--- START ---

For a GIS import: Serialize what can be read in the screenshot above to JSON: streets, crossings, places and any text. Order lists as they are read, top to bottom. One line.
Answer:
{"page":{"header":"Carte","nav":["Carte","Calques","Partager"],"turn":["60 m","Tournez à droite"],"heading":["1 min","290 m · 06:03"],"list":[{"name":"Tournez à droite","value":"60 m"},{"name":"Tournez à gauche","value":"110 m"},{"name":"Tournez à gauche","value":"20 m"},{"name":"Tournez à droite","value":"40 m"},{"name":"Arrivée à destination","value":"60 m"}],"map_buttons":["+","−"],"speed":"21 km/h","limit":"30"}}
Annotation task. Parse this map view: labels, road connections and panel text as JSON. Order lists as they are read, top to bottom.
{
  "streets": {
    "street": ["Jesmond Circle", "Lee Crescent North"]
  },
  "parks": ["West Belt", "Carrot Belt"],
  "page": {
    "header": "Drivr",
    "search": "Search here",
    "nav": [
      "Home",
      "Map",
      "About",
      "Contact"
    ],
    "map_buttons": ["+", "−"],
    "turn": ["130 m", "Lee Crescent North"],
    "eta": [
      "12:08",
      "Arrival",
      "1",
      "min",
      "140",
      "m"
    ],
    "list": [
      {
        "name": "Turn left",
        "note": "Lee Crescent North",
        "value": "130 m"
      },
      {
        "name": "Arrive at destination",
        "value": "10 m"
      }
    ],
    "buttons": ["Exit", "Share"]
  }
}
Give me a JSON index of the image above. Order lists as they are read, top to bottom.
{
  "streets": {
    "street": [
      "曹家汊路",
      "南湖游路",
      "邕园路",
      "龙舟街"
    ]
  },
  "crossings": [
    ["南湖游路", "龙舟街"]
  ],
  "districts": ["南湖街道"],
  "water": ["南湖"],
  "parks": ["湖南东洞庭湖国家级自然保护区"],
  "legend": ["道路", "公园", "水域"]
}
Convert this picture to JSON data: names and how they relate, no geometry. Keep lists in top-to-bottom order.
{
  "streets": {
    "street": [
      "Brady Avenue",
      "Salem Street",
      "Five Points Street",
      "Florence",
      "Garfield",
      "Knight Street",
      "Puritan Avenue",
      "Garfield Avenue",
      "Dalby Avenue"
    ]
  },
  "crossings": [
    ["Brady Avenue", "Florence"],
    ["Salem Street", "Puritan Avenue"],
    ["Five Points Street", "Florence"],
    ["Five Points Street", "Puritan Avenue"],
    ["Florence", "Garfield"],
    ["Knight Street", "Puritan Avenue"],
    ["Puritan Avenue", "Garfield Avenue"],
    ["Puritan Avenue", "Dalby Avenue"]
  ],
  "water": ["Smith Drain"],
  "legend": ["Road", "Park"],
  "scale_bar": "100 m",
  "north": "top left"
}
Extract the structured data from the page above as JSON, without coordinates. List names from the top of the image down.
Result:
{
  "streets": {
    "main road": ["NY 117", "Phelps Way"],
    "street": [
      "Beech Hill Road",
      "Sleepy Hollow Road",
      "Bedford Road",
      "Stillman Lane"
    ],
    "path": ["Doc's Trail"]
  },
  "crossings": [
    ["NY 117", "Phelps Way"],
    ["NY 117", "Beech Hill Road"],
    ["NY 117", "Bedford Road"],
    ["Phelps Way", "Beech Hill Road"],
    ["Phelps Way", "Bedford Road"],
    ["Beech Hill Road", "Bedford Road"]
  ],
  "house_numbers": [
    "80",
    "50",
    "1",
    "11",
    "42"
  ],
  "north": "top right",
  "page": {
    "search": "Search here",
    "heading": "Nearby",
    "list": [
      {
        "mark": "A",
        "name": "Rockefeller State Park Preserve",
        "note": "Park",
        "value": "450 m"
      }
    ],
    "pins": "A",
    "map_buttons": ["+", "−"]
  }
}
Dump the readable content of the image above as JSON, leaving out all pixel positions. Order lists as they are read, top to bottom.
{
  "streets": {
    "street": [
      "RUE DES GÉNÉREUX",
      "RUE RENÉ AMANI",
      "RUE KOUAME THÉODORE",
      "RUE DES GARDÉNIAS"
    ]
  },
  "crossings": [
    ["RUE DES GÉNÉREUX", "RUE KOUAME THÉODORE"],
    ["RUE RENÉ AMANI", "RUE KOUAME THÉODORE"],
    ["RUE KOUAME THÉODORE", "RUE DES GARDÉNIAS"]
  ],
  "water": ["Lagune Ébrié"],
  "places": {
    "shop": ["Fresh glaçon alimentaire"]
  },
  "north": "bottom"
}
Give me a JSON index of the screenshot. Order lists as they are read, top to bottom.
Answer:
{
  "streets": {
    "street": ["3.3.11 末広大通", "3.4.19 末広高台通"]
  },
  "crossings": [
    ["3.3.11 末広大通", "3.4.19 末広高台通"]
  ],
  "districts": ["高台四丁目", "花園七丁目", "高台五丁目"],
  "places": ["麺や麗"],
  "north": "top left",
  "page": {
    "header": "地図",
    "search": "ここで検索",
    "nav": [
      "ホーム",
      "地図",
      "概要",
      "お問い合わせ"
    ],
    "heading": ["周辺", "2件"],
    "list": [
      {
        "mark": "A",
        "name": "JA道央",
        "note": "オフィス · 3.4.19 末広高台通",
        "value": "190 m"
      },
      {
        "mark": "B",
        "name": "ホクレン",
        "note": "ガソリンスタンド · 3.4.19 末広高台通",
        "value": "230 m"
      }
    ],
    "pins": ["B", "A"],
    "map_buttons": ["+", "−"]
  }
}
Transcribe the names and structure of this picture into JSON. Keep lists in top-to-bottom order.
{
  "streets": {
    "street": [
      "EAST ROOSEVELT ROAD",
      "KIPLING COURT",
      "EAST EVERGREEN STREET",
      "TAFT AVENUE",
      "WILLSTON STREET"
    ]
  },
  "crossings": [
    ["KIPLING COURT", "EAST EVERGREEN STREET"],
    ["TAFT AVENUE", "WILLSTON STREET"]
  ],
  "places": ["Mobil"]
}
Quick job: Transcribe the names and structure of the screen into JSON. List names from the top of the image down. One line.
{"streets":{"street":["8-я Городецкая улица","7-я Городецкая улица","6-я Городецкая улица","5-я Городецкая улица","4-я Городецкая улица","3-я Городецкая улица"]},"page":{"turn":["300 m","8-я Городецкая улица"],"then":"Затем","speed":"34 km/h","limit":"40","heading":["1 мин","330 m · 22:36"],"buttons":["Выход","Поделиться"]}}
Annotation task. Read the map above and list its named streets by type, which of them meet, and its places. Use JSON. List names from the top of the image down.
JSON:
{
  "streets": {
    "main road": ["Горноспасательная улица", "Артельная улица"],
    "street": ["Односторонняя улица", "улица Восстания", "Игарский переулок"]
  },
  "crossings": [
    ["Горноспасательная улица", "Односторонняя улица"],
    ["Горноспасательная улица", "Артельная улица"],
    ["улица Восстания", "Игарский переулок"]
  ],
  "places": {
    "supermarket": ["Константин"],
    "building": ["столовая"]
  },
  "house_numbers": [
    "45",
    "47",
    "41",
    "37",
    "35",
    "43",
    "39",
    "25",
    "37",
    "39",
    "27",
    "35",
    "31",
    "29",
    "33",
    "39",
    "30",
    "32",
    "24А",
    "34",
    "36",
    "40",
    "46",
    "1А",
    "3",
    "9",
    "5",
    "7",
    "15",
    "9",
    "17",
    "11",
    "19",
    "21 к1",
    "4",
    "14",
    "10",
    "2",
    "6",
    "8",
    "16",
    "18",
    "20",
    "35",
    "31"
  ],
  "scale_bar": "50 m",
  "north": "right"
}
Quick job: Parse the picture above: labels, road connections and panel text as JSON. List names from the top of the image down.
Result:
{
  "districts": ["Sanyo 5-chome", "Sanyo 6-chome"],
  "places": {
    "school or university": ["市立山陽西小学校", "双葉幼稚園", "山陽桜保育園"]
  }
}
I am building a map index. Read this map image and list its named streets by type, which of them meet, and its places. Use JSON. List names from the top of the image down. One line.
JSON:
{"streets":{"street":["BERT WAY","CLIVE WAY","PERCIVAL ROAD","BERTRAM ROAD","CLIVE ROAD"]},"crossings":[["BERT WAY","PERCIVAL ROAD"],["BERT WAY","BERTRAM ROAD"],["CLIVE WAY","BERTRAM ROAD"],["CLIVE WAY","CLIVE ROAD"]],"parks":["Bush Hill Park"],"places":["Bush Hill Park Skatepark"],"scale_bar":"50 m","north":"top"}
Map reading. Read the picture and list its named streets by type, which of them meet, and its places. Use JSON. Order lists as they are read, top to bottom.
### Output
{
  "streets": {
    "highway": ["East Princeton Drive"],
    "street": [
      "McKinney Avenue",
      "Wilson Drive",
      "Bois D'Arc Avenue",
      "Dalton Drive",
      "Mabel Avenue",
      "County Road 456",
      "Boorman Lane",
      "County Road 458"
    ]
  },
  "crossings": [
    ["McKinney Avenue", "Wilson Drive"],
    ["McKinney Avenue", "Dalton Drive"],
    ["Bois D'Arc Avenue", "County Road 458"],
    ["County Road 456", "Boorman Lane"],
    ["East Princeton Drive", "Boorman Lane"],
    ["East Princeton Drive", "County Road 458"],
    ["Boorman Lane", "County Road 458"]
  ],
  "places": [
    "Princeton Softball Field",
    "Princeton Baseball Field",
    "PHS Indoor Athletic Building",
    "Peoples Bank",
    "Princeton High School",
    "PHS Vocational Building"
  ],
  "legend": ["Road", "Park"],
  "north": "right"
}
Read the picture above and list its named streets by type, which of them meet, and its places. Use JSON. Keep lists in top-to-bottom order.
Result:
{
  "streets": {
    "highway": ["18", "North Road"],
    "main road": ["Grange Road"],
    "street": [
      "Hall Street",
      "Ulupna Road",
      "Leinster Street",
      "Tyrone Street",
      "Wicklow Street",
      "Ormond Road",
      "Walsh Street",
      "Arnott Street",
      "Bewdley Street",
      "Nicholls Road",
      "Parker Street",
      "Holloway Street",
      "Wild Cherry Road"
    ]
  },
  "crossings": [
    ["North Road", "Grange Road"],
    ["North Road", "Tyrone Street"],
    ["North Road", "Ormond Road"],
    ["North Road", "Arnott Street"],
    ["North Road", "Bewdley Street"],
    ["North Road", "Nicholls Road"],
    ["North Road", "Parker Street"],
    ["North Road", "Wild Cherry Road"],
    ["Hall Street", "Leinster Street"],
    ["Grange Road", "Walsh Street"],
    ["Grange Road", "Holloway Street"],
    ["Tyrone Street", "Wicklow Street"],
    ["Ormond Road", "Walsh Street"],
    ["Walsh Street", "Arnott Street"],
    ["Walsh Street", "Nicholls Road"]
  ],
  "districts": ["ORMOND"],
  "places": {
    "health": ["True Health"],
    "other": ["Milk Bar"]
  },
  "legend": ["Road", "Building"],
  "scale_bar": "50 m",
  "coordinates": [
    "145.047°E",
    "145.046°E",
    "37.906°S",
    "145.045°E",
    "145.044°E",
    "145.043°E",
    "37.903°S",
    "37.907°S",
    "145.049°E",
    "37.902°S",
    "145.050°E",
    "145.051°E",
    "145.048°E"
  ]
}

--- END ---

WHAT THE TASK ASKS →
Find the string "meet" in the listing and copy every line in which it occurs.

TASK RESPONSE →
Annotation task. Read the map above and list its named streets by type, which of them meet, and its places. Use JSON. List names from the top of the image down.
I am building a map index. Read this map image and list its named streets by type, which of them meet, and its places. Use JSON. List names from the top of the image down. One line.
Map reading. Read the picture and list its named streets by type, which of them meet, and its places. Use JSON. Order lists as they are read, top to bottom.
Read the picture above and list its named streets by type, which of them meet, and its places. Use JSON. Keep lists in top-to-bottom order.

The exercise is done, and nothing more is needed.